[Stored items]
=== Section Start ===

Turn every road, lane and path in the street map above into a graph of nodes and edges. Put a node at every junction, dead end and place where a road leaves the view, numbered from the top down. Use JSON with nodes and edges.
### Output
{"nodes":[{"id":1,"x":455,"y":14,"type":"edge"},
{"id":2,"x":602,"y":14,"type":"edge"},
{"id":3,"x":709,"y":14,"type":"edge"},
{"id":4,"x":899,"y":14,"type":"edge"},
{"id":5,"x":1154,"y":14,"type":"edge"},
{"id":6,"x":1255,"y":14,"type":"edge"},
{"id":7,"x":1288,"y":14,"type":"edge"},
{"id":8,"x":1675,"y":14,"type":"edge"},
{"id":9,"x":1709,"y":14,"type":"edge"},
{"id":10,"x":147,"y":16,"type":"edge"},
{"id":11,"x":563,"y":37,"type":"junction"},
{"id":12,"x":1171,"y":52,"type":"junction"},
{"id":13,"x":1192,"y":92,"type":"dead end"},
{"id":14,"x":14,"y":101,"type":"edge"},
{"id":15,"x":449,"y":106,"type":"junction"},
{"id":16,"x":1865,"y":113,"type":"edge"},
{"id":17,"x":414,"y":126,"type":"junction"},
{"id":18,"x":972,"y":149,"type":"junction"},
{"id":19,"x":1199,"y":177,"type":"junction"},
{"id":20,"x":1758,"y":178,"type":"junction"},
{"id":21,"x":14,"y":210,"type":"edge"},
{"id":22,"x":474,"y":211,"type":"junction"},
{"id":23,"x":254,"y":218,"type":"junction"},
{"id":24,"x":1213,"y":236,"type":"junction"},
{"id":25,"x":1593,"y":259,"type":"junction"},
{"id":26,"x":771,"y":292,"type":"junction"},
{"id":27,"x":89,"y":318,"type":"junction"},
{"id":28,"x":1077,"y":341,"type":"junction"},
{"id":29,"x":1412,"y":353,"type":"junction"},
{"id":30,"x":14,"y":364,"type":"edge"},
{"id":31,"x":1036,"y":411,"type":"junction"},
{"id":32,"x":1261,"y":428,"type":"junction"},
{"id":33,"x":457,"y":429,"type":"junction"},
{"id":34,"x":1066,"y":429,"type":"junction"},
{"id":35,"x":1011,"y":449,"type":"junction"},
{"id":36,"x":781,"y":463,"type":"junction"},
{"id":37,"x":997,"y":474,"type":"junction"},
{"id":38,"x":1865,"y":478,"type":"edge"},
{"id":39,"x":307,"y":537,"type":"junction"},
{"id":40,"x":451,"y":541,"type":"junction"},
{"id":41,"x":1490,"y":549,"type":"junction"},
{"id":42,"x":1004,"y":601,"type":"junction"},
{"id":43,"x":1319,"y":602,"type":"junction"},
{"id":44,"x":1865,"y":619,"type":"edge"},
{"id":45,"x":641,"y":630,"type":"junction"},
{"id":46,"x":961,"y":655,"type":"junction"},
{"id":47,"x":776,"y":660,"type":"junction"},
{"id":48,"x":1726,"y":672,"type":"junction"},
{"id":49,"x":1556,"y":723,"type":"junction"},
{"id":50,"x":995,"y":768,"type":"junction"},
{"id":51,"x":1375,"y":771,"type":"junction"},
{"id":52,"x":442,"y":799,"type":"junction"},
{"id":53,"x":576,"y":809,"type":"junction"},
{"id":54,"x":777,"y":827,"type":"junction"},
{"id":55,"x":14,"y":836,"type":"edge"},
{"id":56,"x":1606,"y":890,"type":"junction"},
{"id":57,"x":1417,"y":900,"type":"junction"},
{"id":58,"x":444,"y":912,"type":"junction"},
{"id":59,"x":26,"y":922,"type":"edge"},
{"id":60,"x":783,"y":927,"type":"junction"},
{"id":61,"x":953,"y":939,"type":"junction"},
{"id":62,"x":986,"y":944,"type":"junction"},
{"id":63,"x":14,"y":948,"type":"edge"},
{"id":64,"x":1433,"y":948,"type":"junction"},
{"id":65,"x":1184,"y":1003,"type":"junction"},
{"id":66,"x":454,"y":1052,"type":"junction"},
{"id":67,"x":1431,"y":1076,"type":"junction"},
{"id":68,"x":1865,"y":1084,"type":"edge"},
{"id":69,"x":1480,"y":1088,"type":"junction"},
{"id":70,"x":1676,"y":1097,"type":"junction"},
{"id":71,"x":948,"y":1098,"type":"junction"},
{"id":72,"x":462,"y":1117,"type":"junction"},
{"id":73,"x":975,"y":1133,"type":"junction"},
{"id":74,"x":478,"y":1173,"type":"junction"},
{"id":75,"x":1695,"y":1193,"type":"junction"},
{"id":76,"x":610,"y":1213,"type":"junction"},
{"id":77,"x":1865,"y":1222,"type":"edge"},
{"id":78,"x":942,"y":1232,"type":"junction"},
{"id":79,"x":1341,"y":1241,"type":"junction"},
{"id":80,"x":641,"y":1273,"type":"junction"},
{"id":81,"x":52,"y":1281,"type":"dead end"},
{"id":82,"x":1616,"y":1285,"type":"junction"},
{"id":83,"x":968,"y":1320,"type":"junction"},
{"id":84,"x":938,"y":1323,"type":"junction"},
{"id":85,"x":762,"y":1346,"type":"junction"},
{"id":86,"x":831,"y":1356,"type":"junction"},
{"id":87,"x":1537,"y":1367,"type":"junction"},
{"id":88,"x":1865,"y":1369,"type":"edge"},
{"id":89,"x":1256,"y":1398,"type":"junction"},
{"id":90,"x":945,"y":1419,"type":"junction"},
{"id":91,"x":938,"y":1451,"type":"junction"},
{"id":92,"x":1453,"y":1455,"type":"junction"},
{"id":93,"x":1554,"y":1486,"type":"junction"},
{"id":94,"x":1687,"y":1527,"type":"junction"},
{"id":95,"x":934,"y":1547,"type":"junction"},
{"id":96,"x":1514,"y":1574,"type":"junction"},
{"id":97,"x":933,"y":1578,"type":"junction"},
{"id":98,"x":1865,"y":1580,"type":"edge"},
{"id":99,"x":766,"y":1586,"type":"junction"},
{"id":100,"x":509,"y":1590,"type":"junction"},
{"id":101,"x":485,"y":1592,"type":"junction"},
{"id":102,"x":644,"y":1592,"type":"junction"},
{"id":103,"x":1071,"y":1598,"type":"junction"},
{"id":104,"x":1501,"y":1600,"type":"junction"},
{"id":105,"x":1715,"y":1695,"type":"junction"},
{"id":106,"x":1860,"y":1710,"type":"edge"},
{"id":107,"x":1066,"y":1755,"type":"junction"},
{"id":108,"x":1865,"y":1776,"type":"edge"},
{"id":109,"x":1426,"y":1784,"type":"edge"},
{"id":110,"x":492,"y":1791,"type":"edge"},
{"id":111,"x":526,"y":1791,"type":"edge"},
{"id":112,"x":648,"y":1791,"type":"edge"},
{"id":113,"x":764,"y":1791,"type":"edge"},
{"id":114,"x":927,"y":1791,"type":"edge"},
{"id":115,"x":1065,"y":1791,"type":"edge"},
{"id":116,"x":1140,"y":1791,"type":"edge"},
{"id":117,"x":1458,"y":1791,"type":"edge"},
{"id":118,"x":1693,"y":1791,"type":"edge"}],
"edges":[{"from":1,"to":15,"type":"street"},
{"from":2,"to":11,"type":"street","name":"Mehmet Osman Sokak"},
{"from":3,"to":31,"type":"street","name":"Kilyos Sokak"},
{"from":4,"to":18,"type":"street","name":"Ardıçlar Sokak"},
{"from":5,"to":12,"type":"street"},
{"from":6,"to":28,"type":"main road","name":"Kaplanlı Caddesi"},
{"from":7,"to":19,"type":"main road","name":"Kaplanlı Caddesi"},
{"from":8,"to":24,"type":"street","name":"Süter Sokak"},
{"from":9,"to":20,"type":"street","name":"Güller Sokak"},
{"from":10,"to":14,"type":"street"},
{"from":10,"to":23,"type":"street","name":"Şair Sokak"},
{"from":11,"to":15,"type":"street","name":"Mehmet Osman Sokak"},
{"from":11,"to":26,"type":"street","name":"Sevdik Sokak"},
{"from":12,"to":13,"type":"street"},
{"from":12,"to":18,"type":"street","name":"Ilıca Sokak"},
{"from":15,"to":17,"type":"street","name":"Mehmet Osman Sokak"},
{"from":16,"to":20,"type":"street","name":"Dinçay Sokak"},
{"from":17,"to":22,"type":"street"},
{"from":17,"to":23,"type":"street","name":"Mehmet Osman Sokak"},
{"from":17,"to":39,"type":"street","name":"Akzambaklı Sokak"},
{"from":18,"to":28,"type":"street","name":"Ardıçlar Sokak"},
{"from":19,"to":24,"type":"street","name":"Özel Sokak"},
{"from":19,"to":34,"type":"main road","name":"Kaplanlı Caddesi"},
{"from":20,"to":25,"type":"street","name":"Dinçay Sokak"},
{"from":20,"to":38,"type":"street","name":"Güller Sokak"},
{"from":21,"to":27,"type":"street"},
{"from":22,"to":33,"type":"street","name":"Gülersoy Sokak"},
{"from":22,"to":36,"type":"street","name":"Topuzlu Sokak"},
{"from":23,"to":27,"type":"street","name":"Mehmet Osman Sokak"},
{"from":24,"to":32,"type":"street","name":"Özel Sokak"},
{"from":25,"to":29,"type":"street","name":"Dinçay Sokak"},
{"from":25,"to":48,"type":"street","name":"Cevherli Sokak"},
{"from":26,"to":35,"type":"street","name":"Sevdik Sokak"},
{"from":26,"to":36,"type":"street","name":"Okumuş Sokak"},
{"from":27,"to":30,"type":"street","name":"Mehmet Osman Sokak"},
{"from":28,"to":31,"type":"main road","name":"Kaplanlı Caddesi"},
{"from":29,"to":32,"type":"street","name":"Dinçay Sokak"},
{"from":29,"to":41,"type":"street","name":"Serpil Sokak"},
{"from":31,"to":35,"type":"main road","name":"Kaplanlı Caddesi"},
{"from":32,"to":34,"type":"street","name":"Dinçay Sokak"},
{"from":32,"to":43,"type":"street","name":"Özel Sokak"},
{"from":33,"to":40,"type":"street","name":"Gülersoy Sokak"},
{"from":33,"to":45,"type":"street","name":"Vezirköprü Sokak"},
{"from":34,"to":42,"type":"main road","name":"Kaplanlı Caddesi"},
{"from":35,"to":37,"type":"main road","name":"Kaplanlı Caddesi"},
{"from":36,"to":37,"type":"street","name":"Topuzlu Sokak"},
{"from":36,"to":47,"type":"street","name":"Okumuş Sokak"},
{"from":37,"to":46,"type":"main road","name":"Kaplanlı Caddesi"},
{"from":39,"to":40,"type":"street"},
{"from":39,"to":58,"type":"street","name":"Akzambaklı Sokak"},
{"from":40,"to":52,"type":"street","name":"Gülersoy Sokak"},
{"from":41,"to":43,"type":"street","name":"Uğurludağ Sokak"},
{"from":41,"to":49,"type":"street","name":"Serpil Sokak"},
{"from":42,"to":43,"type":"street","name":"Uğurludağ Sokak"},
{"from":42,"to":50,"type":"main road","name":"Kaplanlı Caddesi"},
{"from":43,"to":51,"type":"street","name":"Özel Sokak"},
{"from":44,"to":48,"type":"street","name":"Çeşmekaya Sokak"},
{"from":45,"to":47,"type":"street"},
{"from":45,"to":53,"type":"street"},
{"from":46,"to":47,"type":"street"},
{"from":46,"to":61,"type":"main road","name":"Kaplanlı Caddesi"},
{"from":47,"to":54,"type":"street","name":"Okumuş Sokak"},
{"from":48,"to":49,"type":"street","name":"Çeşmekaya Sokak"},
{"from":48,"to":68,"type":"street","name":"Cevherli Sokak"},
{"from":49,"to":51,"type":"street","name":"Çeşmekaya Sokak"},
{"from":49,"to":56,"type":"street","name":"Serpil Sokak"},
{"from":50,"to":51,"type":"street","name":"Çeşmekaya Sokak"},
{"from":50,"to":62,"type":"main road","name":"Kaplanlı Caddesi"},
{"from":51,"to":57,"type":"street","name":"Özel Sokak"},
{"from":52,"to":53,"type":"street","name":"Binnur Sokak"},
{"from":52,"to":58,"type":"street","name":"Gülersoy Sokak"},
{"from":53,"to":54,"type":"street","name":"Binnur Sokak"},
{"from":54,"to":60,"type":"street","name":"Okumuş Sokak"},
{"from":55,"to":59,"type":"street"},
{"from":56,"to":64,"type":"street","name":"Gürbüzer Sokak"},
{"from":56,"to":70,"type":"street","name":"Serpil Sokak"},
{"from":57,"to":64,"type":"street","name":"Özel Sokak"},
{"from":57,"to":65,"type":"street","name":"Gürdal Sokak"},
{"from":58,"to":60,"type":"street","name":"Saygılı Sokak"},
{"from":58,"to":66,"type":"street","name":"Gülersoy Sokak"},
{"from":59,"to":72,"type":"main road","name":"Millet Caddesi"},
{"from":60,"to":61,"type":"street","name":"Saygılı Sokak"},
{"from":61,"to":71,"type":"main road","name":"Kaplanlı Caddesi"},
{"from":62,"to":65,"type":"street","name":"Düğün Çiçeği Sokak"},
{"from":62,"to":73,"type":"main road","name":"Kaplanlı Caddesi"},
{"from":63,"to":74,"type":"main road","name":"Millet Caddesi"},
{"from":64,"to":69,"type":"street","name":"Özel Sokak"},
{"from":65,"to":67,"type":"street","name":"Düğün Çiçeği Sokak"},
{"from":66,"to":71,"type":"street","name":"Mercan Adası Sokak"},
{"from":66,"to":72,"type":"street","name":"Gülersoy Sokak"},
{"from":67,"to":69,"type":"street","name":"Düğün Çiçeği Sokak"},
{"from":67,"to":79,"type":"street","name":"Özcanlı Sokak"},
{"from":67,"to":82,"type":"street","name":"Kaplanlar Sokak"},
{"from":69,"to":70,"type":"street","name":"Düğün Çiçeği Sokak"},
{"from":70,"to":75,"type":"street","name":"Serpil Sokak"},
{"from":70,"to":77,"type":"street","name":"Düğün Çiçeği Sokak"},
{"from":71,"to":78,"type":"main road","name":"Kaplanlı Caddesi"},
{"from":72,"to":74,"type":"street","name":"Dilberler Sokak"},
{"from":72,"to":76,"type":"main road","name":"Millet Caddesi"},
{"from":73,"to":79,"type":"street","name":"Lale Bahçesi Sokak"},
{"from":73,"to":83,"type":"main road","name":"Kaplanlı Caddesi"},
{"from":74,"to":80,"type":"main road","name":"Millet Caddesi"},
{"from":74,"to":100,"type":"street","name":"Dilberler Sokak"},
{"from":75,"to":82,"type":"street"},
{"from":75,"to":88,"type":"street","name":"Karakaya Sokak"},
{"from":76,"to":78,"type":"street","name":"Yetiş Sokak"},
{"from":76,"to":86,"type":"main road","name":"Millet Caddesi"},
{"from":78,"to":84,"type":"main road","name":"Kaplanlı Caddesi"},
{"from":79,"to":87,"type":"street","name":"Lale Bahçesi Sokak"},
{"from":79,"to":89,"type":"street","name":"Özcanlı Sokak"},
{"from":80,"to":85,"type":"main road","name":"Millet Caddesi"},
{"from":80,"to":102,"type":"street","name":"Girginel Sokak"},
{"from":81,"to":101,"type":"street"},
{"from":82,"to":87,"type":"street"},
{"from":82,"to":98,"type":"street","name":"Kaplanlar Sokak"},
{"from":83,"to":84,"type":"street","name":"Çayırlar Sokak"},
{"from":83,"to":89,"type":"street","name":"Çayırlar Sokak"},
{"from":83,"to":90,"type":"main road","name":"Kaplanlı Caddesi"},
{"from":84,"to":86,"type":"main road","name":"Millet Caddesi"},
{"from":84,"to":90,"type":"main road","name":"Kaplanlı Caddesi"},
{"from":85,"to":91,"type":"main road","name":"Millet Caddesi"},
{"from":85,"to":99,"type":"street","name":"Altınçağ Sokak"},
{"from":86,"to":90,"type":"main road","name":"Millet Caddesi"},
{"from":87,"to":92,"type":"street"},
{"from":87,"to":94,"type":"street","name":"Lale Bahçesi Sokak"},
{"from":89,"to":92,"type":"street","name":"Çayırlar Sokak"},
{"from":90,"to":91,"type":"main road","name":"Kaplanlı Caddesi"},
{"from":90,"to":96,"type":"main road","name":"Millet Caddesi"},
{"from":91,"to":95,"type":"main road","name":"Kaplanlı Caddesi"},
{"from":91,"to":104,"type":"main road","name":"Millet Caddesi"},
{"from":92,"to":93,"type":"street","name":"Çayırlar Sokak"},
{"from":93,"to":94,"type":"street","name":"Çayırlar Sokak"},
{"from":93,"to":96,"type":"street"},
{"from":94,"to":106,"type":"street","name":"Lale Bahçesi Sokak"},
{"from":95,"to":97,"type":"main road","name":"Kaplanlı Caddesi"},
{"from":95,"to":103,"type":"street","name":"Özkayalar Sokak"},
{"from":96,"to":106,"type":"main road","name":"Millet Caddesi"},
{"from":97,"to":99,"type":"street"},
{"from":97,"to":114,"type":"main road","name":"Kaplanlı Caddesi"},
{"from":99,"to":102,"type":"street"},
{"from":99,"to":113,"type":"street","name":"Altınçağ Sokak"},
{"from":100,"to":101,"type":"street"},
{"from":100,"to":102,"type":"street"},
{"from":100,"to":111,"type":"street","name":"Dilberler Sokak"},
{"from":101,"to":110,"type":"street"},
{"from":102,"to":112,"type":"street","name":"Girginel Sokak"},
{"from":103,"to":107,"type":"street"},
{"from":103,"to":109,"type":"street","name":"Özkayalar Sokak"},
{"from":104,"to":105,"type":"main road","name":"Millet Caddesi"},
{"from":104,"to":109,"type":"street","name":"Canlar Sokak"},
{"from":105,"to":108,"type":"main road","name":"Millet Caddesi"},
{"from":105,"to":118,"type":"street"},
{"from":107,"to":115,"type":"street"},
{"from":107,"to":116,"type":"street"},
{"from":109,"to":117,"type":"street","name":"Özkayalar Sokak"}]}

=== Section End ===

(Exercise): Above are some records; copy each line there that contains "Çeşmekaya".

(Exercise response):
{"from":44,"to":48,"type":"street","name":"Çeşmekaya Sokak"},
{"from":48,"to":49,"type":"street","name":"Çeşmekaya Sokak"},
{"from":49,"to":51,"type":"street","name":"Çeşmekaya Sokak"},
{"from":50,"to":51,"type":"street","name":"Çeşmekaya Sokak"},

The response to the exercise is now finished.